Certains responsables politiques estiment aujourd’hui que la réglementation pharmaceutique constitue un obstacle inutile aux échanges et devrait être limitée dans la mesure du possible. Or, les médicaments ne sont pas des produits comme les autres car le consommateur, comme le prescripteur, n’est pas en mesure d’en évaluer la qualité, l’innocuité et l’efficacité, et leur absorption peut nuire à la santé des patients. Les échanges nationaux et internationaux croissants de produits de la médecine alternative, et notamment de phytothérapie, s’intensifient à la suite de l’accroissement rapide de la demande. Des quantités importantes de produits à base de plantes sont aujourd’hui importées par des pays d’Europe, d’Amérique du Nord et d’Asie alors que leur utilisation et leur fabrication sont rarement réglementées, et leur innocuité et leur utilité thérapeutique pas toujours garanties.
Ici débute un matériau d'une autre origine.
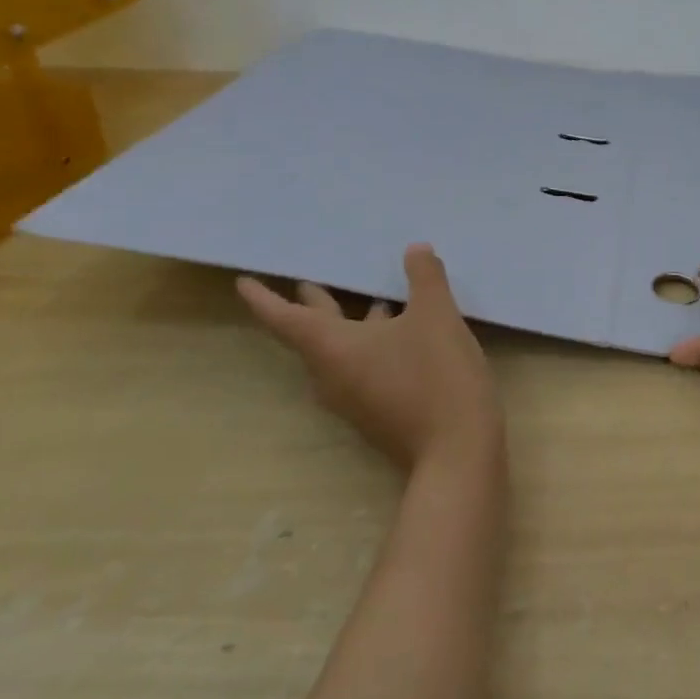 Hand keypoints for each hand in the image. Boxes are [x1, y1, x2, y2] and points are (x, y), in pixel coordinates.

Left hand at [236, 244, 498, 470]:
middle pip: (312, 333)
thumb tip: (415, 250)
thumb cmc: (436, 375)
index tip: (243, 282)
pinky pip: (362, 365)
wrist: (456, 448)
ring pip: (341, 350)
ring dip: (351, 322)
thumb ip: (425, 277)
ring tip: (374, 297)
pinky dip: (372, 340)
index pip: (285, 318)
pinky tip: (405, 329)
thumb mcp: (437, 314)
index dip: (263, 298)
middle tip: (308, 279)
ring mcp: (354, 397)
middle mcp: (332, 374)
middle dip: (312, 305)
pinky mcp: (377, 409)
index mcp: (333, 348)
Facteurs qui encouragent la contrefaçon

Les produits de contrefaçon ne sont pas nécessairement fabriqués dans de grands établissements. La majorité des contrefacteurs découverts jusqu’ici travaillent dans des habitations courantes ; la fabrication se fait de manière artisanale dans l’arrière-boutique ou à l’ombre d’un arbre. La contrefaçon pharmaceutique est une entreprise très lucrative en raison d’une forte demande et des coûts de production peu élevés. Faute d’une législation dissuasive dans de nombreux pays, les contrefacteurs ne craignent pas d’être arrêtés et poursuivis.

Lorsque le prix des médicaments est élevé et que des différences de prix entre des produits identiques existent, le consommateur a davantage tendance à chercher à s’approvisionner en dehors du système normal. La pauvreté est donc l’un des principaux déterminants de la production et de la consommation de produits de qualité inférieure.

Mesures nationales contre les produits de qualité inférieure et les médicaments contrefaits

C’est sur la législation que repose la réglementation pharmaceutique. Les médicaments doivent être sûrs, efficaces et de bonne qualité pour avoir l’effet souhaité. Il faut donc mettre sur pied des autorités nationales compétentes de réglementation pharmaceutique disposant de ressources humaines et autres suffisantes pour surveiller la fabrication, l’importation, la distribution et la vente des médicaments. Les gouvernements doivent mettre sur pied des stratégies de lutte contre la corruption et la criminalité et promouvoir la coopération intersectorielle entre les autorités de réglementation, la police, les douanes et le pouvoir judiciaire afin de bien surveiller le marché pharmaceutique et d’assurer l’application de la réglementation. La réduction des obstacles aux échanges entre les pays ayant conduit à une aggravation du problème, des efforts cohérents et systématiques s’imposent au niveau international. Il faut notamment assurer l’échange rapide de données appropriées et l’harmonisation des mesures pour éviter la propagation de ces pratiques.

Certains pays ont commencé à prendre des mesures sérieuses contre les médicaments contrefaits. Ainsi, l’an dernier en Chine, par exemple, l’administration pharmaceutique a ordonné la fermeture de 1300 installations illégales de fabrication et ouvert une enquête sur des cas de contrefaçon d’une valeur de US $57 millions.

Les mesures prises par l’OMS

L’OMS cherche à promouvoir la disponibilité de médicaments essentiels de bonne qualité et l’accès à ces produits à un prix abordable. Elle aide les pays à renforcer leur législation pharmaceutique, les bonnes pratiques de fabrication, la capacité de réglementation pharmaceutique nationale et l’efficacité afin de promouvoir l’échange de données entre les autorités de réglementation pharmaceutique et de renforcer les achats de médicaments.

Elle collabore également avec les pays pour veiller à ce que l’assurance de la qualité fasse partie intégrante de la chaîne de l’approvisionnement pharmaceutique.